Riemannian Stochastic Gradient Descent
- Riemannian Stochastic Gradient Descent (RSGD) is an optimization method that generalizes classical SGD to curved spaces by enforcing manifold consistency through tangent-space projections and retractions.
- It incorporates sharpness-aware minimization (RSAM), adjusting local adversarial perturbations within the manifold for improved robustness and convergence.
- Empirical evaluations show that RSGD variants, including Monge SAM, outperform standard SGD and Euclidean SAM in classification, pretraining, and multi-modal alignment tasks.

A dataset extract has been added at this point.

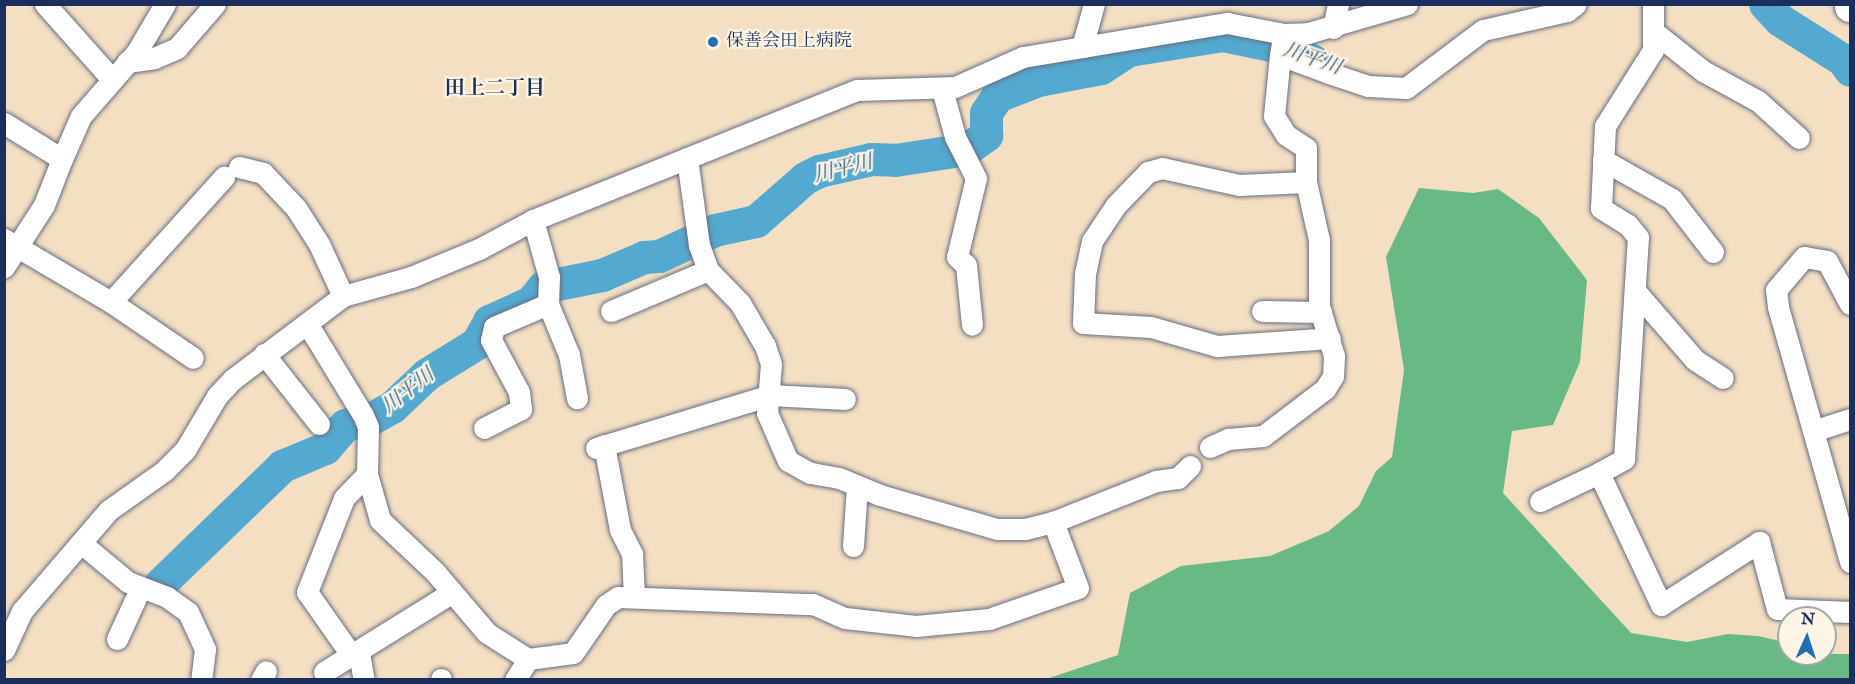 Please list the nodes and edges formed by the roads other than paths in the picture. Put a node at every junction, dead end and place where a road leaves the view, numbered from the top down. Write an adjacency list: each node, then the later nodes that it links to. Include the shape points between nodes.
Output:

Riemannian Stochastic Gradient Descent (RSGD) encompasses a family of optimization algorithms that generalize the classical stochastic gradient descent paradigm to settings where the model parameters live on a Riemannian manifold rather than flat Euclidean space. This framework is essential when the feasible set or the natural geometry of the problem is non-Euclidean, as in learning on the Stiefel or Grassmann manifold, or when parameter space symmetry/constraints are most naturally enforced with manifold structure. Recent advances have extended sharpness-aware minimization (SAM)—originally formulated for flat, Euclidean spaces—to the Riemannian context, resulting in Riemannian Sharpness-Aware Minimization (RSAM). Notable modern instantiations include Monge SAM (M-SAM) and geometric approaches tailored for learning on manifolds.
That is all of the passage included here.